→ EXERCISE PROMPT
In the entries below, count every line containing "nodes". Return the number and nothing else.

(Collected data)
Content starts
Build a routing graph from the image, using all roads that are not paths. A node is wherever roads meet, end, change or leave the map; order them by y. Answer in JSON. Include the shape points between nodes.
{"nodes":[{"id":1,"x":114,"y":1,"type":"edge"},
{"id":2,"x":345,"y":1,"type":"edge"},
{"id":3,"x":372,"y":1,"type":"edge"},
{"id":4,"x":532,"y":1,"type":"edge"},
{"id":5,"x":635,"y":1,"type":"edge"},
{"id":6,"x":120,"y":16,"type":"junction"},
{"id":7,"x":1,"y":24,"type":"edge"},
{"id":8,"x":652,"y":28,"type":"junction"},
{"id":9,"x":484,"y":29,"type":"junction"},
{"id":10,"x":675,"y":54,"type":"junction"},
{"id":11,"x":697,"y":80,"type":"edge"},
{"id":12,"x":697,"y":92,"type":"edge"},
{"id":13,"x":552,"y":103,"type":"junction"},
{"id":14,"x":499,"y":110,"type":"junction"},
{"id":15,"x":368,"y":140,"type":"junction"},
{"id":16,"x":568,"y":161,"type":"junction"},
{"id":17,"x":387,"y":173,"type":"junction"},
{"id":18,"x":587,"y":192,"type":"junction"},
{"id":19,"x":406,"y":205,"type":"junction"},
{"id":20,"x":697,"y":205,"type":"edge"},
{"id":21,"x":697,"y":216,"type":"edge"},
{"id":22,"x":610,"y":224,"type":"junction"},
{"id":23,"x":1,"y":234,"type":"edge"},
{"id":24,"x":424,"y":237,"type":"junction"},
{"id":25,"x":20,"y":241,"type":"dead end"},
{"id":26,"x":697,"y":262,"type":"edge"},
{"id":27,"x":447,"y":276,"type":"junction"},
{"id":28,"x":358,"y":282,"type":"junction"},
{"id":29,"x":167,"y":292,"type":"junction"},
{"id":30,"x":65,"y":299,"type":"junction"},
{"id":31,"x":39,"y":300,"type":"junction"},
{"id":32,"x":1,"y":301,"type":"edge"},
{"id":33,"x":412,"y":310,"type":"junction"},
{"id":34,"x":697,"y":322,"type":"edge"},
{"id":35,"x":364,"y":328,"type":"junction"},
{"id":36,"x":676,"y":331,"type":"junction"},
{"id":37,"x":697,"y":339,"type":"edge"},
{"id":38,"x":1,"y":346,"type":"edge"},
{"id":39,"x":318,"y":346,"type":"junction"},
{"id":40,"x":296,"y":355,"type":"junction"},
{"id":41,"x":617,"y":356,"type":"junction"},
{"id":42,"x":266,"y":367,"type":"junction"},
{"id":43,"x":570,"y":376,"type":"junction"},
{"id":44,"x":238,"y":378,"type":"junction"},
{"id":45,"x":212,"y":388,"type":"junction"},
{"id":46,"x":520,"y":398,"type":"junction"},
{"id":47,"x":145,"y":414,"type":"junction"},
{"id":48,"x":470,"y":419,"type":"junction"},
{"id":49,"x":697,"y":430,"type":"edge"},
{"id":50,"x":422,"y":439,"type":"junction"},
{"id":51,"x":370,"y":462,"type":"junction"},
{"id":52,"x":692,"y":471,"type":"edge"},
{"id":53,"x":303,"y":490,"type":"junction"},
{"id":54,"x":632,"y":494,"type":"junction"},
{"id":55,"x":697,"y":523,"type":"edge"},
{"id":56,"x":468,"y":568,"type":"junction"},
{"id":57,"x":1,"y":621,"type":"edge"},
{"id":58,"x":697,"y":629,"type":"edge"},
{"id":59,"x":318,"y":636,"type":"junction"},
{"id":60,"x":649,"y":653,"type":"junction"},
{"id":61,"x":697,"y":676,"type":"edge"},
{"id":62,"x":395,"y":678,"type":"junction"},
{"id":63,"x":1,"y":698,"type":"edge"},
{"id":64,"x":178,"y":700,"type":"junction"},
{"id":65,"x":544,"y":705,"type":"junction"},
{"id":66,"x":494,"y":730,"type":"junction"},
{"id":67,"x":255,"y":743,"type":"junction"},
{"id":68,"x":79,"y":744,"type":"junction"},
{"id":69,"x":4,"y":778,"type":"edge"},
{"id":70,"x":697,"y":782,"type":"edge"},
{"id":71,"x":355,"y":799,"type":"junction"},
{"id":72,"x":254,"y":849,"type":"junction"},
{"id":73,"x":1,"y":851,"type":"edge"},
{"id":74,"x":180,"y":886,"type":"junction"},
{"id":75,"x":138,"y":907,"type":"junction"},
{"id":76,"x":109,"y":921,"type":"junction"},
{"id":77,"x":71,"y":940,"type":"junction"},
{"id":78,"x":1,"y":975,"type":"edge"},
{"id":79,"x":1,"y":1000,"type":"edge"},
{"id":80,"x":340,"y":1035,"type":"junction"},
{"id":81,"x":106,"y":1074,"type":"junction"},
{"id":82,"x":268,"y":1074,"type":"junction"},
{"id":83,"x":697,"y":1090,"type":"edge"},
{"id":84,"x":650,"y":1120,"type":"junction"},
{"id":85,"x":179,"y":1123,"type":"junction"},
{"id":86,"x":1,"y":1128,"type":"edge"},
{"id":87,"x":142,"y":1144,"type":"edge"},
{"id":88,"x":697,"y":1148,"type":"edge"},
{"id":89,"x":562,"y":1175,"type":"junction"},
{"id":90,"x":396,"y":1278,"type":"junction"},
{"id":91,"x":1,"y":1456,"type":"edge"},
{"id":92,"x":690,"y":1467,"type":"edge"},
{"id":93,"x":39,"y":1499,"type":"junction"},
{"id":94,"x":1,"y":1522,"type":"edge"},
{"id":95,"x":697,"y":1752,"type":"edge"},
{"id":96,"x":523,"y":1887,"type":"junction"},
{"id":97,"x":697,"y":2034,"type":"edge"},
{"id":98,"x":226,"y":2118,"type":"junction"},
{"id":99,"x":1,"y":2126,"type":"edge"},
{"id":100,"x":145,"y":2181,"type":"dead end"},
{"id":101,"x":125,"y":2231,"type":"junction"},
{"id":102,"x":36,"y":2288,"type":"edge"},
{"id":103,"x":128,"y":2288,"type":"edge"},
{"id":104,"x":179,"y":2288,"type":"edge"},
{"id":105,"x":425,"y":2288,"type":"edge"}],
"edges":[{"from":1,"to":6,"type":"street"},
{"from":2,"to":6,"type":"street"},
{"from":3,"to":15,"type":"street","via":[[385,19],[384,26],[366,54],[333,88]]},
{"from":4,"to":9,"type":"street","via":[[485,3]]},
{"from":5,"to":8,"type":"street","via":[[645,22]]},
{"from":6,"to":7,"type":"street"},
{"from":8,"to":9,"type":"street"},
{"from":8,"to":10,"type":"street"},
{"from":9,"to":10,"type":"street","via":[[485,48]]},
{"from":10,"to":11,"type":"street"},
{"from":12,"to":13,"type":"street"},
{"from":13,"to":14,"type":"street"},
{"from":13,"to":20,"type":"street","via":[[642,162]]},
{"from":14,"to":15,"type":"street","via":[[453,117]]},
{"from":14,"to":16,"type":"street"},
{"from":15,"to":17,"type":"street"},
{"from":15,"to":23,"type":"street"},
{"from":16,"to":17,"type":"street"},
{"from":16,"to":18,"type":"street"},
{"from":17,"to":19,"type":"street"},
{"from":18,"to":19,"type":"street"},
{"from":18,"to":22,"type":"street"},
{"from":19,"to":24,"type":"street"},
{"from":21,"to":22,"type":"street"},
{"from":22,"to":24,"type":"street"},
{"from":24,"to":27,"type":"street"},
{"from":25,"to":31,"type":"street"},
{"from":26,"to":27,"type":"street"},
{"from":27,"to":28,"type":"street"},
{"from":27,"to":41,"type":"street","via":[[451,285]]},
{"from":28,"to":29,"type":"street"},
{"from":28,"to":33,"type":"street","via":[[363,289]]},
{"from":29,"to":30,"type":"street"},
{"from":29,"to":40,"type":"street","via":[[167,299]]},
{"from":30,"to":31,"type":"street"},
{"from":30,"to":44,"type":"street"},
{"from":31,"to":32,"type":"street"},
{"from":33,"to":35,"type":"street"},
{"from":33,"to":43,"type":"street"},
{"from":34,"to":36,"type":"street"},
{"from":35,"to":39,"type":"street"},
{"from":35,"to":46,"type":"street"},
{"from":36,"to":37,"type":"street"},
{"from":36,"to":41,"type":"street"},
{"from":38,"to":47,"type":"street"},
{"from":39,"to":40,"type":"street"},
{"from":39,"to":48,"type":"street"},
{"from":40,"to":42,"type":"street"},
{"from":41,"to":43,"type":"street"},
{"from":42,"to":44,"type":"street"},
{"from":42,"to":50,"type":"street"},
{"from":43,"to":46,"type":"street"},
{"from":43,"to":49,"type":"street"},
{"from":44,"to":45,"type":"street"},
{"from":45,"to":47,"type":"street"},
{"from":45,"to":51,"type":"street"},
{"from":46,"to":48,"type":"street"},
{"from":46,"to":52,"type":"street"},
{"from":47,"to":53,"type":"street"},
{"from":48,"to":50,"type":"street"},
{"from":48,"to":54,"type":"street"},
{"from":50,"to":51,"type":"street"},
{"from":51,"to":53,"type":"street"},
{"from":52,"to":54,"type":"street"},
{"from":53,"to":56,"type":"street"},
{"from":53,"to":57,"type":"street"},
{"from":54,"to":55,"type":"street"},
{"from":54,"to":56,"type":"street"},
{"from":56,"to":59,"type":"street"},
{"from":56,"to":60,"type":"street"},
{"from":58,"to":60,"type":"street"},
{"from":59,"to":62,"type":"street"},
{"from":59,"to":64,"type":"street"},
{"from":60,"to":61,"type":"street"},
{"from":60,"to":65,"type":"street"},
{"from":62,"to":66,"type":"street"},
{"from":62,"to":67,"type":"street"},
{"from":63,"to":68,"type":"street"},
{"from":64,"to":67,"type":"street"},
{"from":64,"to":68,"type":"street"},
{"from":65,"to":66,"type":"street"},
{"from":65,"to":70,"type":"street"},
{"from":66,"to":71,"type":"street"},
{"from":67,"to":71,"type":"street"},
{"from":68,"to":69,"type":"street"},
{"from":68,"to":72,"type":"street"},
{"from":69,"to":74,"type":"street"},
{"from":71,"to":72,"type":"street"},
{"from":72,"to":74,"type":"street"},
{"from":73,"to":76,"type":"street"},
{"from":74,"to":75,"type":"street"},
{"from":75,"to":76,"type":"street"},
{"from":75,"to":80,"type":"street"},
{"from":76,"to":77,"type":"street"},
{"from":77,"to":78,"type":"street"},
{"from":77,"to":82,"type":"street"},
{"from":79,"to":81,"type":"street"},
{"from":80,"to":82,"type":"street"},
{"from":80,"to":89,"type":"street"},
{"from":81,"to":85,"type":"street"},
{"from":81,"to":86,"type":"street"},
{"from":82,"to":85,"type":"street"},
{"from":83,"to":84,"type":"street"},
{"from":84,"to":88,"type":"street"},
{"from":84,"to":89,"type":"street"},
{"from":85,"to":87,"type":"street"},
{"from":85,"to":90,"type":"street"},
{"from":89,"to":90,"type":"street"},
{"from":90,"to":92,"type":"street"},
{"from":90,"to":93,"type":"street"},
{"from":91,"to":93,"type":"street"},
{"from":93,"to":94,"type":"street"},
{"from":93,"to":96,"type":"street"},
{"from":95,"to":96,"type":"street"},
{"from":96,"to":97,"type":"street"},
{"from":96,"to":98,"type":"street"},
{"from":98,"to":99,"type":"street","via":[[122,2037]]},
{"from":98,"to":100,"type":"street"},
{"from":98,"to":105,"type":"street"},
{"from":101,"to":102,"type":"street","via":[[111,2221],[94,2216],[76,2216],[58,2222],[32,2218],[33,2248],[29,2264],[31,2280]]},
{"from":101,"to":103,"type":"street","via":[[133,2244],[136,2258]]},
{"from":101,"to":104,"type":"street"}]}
Content ends
→ TASK ANSWER
2